Justice bâillonnée

Publié le 1er juin 2004 par François-Xavier Verschave

Nous avons déjà évoqué (n° 124 et 125) la scandaleuse exfiltration d’un présumé criminel contre l’humanité brazzavillois, le patron de la police congolaise Jean-François Ndenguet, avec la complicité d’une haute magistrate requise en pleine nuit. La Lettre du Continent du 20 mai apporte quelques précisions édifiantes.

Elle confirme le chantage : Denis Sassou Nguesso « menaçait de s’en prendre à l’attaché militaire de l’ambassade de France ainsi qu’aux intérêts de Total ! Juste au moment où la compagnie pétrolière française venait de s’allier à Maurel & Prom (Jean-François Hénin) pour exploiter un nouveau champ onshore (Mboundi) jugé très « prometteur ». »

Le dossier a été traité en direct « par le tout nouveau ministre de l’intérieur Dominique de Villepin, qui venait à peine de quitter le Quai d’Orsay. À son habitude, il l’avait géré à grands coups de gueule. Tout le monde en avait pris pour son grade, y compris Patrick Hubert, le directeur de cabinet du ministre de la Justice, Dominique Perben qui avait été remplacé par Laurent Le Mesle, auparavant conseiller à la justice de l’Élysée. »

Disons plutôt le conseiller à l’injustice, étant donné que sa principale occupation était d’éviter que la justice ne sévisse contre les innombrables crimes et délits de la Chiraquie et de la Françafrique, intimement liées. Ou de faire libérer au plus tôt les complices quand on n’a pu éviter leur procès.

Villepin et Sassou, cependant, n’entendent pas en rester là.
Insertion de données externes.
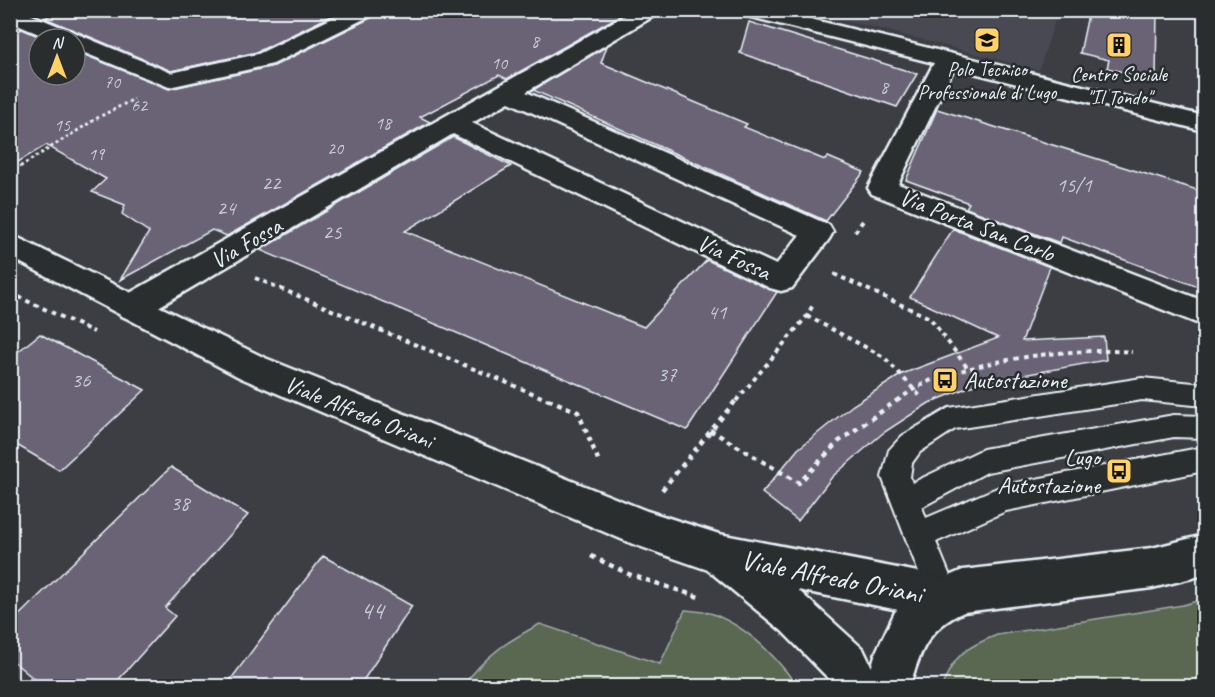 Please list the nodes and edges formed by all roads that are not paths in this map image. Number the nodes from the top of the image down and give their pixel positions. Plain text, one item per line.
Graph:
1 (367, 10) edge
2 (650, 10) edge
3 (746, 10) edge
4 (21, 17) edge
5 (43, 27) edge
6 (87, 46) edge
7 (946, 61) junction
8 (507, 92) junction
9 (1204, 123) edge
10 (453, 124) junction
11 (10, 244) edge
12 (132, 307) junction
13 (1204, 314) edge
14 (1204, 395) edge
15 (1204, 428) edge
16 (1204, 459) edge
17 (906, 501) junction
18 (920, 535) junction
19 (719, 554) junction
20 (1204, 555) edge
21 (944, 598) junction
22 (858, 687) edge
23 (888, 687) edge

1 - 6 street
2 - 8 street, Via Fossa
3 - 7 street
4 - 5 street
7 - 9 street
7 - 13 street, Via Porta San Carlo
8 - 10 street, Via Fossa
8 - 10 street, Via Fossa
10 - 12 street, Via Fossa
11 - 12 street, Viale Alfredo Oriani
12 - 19 street, Viale Alfredo Oriani
14 - 17 lane
15 - 17 lane
16 - 18 lane
17 - 18 lane
18 - 21 lane
19 - 21 street, Viale Alfredo Oriani
19 - 22 street, Viale Alfredo Oriani
20 - 21 street
21 - 23 street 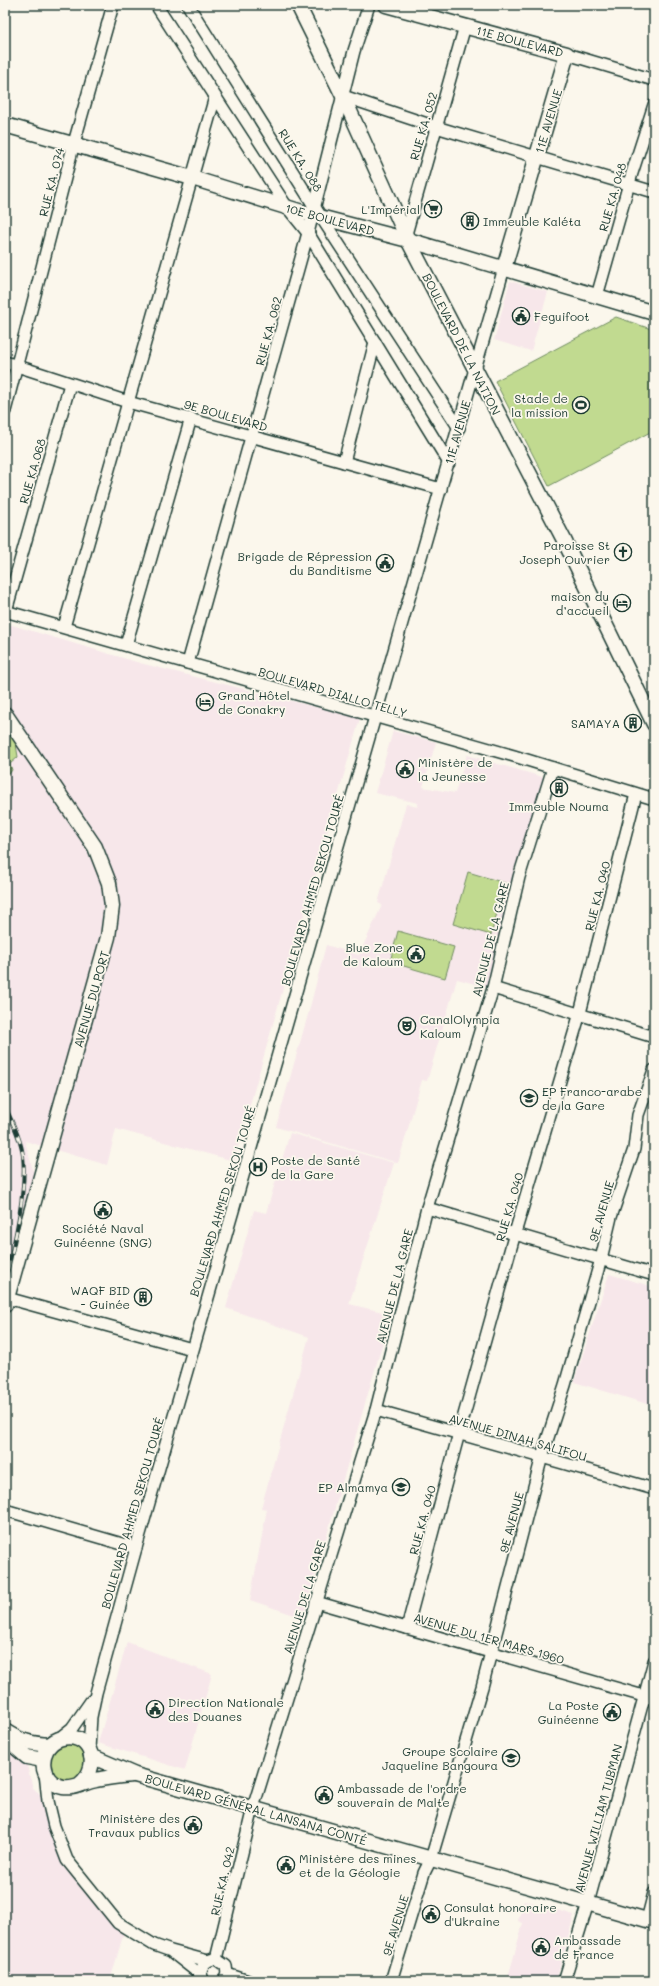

Ils veulent « purger » définitivement l’affaire des 353 « disparus » du Beach (nettement plus nombreux, en réalité, à avoir été abattus en 1999 au bord du Palais présidentiel).

D’un côté, Sassou organiserait « avant la fin de l’année un "mbongui", genre de réunion solennelle avec toutes les composantes de la société civile "afin de solder une fois pour toutes les méfaits de la guerre civile et promouvoir une véritable réconciliation". » En attendant, il « a nommé le 23 avril dernier – en remplacement de Patrice Nzouala (décédé en novembre 2003), un nouveau doyen des juges d’instruction – Benjamin Stéphane Ngombé, qui devra "nationaliser" ce procès et désigner quelques coupables. »

« En contrepartie, il a demandé aux "amis" à Paris de suspendre toutes les poursuites judiciaires en France contre ses barons concernés par "l’affaire". Aussitôt dit, aussitôt fait. L’instruction ouverte en 2001 par le tribunal de Meaux a été suspendue début mai sur ordre du procureur de la République, et le dossier est actuellement en attente au tribunal de Paris qui doit statuer sur cette requête, ce qui peut durer de longs mois… Le juge de Meaux Jean Gervillié a par ailleurs été dessaisi du dossier et affecté à la chambre d’instruction de Bobigny (nord de Paris). Son successeur tarde à être nommé… »

Il n’est pas sûr que tout le monde accepte cette surenchère dans l’ignominie entre les justices française et congolaise.